Tell-Tale Heart
I think that the main character of Edgar Allen Poe's "Tell-Tale Heart" illustrates the process of 
knowledge even though he isn't a very mentally stable person.  Near the middle of the story, he begins 
a process of knowledge when he notices that there is a noise in the room1 when he is 
talking to the police.  He slowly pays less and less attention to the officers that are in front of him and 
can only concentrate on this noise2.  He then notices that it is a faint beating 
noise3 and states that he thinks it sounds like a "watch enveloped in cotton"4.  
After this beating, which he thinks is the heart of the man that he had murdered4, gets 
to loud, he rips of the floor panels.5  After doing this, he finds that the man is still dead 
and that is wasn't the beating of the man's heart that he heard, but the beating of his own.

1) The narrator perceives that there is a noise inside the room.

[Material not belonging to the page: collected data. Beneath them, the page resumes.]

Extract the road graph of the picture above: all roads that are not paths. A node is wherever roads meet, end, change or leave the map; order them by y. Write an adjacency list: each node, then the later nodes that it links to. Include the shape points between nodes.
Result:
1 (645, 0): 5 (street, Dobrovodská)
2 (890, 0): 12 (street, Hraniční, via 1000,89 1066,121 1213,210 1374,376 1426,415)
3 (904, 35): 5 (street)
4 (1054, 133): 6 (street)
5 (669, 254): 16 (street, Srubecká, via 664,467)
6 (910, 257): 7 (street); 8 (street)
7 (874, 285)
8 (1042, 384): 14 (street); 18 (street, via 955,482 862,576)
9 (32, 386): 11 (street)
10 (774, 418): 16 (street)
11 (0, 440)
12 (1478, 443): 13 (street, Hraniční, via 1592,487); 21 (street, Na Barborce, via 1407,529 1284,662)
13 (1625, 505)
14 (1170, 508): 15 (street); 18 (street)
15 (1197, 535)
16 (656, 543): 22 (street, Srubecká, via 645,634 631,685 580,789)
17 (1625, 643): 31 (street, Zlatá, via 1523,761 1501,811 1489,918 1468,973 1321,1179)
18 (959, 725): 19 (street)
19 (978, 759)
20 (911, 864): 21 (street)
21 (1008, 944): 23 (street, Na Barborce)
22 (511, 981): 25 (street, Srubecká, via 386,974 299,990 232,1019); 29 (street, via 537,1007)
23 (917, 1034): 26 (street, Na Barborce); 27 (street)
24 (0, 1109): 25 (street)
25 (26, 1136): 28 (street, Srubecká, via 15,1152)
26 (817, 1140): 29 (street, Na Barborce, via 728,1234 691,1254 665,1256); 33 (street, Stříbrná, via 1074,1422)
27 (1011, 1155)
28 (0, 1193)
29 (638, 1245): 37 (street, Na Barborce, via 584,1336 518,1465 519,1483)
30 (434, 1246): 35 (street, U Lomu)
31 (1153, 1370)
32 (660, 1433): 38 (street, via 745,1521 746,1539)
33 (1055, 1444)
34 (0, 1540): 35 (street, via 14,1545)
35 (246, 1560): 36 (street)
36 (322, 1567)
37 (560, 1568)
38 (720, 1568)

2) He evaluates that noise and comes to the conclusion that it is more important that whatever the officers are saying.

3) The categoizes the noise as some sort of beating or ticking.

4) He symbolizes that noise when he compares it to the ticking of a clock wrapped in cotten. He also symbolizes when he states that it is the dead man's heart.

5) He tests these thoughts by ripping off the panels on the floor. Through these tests he finds that the noise was not the beating of the mans heart.